RECORDED INFORMATION below:
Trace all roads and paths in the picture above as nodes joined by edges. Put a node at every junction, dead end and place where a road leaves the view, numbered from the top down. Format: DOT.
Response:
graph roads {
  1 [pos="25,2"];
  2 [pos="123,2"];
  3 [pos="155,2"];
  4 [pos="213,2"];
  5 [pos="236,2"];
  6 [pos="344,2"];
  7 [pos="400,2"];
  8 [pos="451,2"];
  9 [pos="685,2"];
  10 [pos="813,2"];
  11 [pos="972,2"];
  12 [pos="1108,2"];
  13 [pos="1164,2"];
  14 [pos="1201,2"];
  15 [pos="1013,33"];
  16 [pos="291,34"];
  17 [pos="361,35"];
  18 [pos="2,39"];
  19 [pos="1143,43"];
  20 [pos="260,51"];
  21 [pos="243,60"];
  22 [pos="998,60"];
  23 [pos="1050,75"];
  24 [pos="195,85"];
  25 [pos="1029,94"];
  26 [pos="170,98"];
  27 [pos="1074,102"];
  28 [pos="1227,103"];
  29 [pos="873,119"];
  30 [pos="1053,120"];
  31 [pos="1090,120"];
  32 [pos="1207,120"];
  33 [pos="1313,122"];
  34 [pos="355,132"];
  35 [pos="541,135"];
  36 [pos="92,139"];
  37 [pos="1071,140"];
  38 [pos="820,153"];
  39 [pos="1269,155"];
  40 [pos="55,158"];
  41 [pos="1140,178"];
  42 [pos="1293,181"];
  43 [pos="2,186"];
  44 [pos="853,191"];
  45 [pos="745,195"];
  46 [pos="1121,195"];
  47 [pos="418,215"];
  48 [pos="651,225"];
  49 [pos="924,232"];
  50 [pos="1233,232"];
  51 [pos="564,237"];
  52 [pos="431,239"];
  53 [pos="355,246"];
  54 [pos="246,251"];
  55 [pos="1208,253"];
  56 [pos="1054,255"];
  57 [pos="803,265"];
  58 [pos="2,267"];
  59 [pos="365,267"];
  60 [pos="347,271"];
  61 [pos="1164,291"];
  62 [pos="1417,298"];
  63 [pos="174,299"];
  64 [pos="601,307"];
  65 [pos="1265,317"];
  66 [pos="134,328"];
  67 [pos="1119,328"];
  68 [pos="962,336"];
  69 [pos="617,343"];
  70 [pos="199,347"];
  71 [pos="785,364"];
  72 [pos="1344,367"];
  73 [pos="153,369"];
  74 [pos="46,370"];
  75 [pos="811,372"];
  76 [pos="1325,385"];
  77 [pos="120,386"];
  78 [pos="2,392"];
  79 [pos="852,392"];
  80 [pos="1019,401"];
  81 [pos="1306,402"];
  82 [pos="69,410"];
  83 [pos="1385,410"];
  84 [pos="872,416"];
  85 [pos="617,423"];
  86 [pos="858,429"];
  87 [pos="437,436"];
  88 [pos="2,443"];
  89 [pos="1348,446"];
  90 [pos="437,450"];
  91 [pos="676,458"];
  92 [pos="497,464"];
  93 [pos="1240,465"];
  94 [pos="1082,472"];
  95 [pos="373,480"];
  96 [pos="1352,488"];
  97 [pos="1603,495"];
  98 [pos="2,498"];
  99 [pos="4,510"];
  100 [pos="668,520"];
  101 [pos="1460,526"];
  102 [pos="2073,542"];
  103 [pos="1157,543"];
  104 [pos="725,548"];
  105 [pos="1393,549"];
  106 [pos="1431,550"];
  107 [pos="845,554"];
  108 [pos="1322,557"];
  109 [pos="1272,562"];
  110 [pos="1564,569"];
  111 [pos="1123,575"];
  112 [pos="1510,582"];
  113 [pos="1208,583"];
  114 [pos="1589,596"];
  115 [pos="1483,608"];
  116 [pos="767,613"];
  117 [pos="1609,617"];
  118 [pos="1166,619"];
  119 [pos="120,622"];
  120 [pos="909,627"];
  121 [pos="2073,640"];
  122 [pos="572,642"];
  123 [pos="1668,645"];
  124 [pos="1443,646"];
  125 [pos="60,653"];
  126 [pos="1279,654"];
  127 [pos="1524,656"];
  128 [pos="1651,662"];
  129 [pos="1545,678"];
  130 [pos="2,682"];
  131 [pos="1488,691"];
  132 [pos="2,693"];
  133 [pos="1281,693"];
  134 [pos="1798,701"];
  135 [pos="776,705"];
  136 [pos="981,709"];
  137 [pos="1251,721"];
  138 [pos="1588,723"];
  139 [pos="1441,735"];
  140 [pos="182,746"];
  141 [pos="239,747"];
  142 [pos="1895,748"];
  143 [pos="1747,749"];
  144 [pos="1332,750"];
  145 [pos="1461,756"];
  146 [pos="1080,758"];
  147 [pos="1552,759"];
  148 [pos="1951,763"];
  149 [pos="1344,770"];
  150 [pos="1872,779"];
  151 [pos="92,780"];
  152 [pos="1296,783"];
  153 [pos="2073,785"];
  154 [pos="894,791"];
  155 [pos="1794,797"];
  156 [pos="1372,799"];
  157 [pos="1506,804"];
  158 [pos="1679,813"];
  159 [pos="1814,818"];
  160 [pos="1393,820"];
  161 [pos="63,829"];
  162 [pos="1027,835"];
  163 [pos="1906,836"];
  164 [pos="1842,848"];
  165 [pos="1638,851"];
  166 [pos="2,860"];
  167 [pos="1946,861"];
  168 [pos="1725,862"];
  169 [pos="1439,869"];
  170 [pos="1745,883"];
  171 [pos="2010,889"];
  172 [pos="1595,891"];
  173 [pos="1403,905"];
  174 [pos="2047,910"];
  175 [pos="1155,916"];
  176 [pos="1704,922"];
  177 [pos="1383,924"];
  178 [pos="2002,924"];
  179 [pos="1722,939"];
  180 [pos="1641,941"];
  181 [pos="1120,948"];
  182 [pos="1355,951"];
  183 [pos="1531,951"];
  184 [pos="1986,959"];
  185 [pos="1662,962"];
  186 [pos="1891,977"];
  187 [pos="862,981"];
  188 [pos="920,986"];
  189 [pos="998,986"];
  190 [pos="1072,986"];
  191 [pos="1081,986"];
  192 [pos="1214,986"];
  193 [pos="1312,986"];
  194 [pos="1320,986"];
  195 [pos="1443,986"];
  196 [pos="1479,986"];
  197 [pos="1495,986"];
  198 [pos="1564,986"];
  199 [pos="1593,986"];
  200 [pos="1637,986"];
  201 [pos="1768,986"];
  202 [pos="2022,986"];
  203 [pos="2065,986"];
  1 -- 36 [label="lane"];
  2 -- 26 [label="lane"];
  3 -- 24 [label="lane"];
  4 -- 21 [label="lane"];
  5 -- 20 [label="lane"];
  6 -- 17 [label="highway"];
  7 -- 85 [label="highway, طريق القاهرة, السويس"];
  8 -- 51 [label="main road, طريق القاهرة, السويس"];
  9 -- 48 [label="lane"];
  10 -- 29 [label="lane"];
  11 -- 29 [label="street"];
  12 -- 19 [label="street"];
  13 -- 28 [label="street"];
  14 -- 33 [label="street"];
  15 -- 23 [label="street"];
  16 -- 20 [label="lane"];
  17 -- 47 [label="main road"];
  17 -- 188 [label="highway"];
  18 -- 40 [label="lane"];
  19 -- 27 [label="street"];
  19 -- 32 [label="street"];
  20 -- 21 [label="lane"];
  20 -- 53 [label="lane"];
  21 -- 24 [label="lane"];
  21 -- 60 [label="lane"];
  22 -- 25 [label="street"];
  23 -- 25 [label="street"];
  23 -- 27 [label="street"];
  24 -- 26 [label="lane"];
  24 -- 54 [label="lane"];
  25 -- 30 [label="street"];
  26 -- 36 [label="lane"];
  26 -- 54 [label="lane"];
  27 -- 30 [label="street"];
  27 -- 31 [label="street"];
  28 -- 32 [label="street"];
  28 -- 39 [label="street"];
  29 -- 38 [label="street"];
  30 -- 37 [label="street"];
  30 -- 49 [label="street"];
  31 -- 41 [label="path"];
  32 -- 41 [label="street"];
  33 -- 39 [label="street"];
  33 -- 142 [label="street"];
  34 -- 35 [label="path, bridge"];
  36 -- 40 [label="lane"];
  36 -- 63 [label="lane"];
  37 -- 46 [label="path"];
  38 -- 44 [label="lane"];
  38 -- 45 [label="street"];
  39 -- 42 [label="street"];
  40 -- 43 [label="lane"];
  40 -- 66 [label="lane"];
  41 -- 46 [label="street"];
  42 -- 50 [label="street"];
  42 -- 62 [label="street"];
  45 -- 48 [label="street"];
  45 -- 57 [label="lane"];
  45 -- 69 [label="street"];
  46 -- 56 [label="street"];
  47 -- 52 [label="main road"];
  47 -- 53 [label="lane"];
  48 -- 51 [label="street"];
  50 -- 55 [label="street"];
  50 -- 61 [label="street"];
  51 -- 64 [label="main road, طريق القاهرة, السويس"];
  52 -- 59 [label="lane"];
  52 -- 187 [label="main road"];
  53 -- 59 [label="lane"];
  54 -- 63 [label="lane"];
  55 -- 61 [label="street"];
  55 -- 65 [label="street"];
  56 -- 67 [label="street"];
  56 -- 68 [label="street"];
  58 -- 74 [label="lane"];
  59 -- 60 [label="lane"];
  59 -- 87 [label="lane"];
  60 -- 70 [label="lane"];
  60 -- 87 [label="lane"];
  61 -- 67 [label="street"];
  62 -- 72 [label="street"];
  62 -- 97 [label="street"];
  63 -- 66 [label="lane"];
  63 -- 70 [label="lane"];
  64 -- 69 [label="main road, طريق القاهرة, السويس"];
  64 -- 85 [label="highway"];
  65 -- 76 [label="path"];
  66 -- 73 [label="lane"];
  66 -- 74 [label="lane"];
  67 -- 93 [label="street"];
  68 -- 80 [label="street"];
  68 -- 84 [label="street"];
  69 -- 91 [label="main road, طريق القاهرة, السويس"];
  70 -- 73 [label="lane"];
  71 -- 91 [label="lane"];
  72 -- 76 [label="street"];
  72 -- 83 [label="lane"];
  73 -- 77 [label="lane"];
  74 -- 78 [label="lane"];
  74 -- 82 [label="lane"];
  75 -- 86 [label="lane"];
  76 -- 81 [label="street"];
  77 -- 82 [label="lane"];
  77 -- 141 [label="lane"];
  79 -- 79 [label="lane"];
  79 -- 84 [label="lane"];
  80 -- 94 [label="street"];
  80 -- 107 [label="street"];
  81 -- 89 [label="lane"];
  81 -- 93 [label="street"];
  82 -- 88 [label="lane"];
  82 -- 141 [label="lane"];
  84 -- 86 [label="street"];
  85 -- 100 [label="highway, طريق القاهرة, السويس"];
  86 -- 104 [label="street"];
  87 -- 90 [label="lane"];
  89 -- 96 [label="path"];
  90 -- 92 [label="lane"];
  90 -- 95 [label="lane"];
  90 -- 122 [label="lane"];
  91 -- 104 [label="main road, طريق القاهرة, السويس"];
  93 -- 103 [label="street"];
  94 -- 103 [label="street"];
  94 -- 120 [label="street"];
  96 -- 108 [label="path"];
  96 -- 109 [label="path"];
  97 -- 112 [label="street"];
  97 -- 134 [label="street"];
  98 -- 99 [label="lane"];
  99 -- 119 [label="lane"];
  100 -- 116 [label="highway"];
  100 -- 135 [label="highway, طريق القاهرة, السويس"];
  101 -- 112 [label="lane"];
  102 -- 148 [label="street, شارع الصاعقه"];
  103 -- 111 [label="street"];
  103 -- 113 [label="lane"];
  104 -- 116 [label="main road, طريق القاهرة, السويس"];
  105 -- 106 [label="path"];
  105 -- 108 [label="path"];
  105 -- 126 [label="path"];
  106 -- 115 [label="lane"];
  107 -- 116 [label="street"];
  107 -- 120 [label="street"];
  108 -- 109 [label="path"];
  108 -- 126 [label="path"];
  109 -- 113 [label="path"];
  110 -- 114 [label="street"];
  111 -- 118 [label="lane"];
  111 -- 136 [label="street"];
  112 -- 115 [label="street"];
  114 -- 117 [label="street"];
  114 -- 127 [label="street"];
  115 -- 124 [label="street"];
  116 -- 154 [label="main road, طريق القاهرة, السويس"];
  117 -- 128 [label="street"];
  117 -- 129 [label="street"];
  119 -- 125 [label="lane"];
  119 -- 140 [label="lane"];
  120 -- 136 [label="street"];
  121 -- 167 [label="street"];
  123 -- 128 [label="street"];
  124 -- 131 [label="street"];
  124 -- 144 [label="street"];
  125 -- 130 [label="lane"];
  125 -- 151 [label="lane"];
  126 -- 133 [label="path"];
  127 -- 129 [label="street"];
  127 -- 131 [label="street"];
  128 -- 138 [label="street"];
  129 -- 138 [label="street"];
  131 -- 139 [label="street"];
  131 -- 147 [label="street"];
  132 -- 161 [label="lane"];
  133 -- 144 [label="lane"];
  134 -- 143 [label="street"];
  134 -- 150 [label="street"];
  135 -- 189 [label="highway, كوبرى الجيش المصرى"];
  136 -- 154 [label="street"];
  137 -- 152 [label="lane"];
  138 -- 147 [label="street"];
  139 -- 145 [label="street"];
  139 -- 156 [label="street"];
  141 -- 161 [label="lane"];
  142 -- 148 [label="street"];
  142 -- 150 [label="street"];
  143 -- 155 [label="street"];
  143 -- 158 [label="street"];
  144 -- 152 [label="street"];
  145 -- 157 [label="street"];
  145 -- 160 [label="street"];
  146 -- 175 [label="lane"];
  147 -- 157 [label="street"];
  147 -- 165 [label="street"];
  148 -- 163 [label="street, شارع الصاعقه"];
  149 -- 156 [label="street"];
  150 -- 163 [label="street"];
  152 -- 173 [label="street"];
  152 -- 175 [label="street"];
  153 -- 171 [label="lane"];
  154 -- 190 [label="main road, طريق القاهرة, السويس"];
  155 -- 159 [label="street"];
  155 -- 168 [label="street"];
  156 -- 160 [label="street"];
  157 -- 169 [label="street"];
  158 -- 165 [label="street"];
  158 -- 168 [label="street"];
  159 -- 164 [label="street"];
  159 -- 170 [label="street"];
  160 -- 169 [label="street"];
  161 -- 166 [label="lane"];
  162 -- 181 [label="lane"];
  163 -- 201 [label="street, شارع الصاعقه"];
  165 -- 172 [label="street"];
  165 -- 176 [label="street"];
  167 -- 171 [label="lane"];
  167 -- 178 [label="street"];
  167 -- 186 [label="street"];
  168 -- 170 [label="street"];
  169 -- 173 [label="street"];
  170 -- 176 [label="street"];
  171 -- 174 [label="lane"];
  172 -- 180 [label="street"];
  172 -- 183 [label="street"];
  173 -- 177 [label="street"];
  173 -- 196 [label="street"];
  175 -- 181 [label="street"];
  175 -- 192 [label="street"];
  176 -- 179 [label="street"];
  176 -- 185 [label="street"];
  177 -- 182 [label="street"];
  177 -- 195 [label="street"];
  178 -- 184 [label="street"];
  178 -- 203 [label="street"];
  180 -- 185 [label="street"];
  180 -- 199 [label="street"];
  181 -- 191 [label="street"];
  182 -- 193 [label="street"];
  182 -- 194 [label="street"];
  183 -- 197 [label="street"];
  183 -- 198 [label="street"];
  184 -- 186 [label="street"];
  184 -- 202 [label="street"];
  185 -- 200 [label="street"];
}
End of RECORDED INFORMATION.
ACTIVITY: Report the number of lines in the records above that contain "main", with no other text.

WRITTEN ANSWER: 11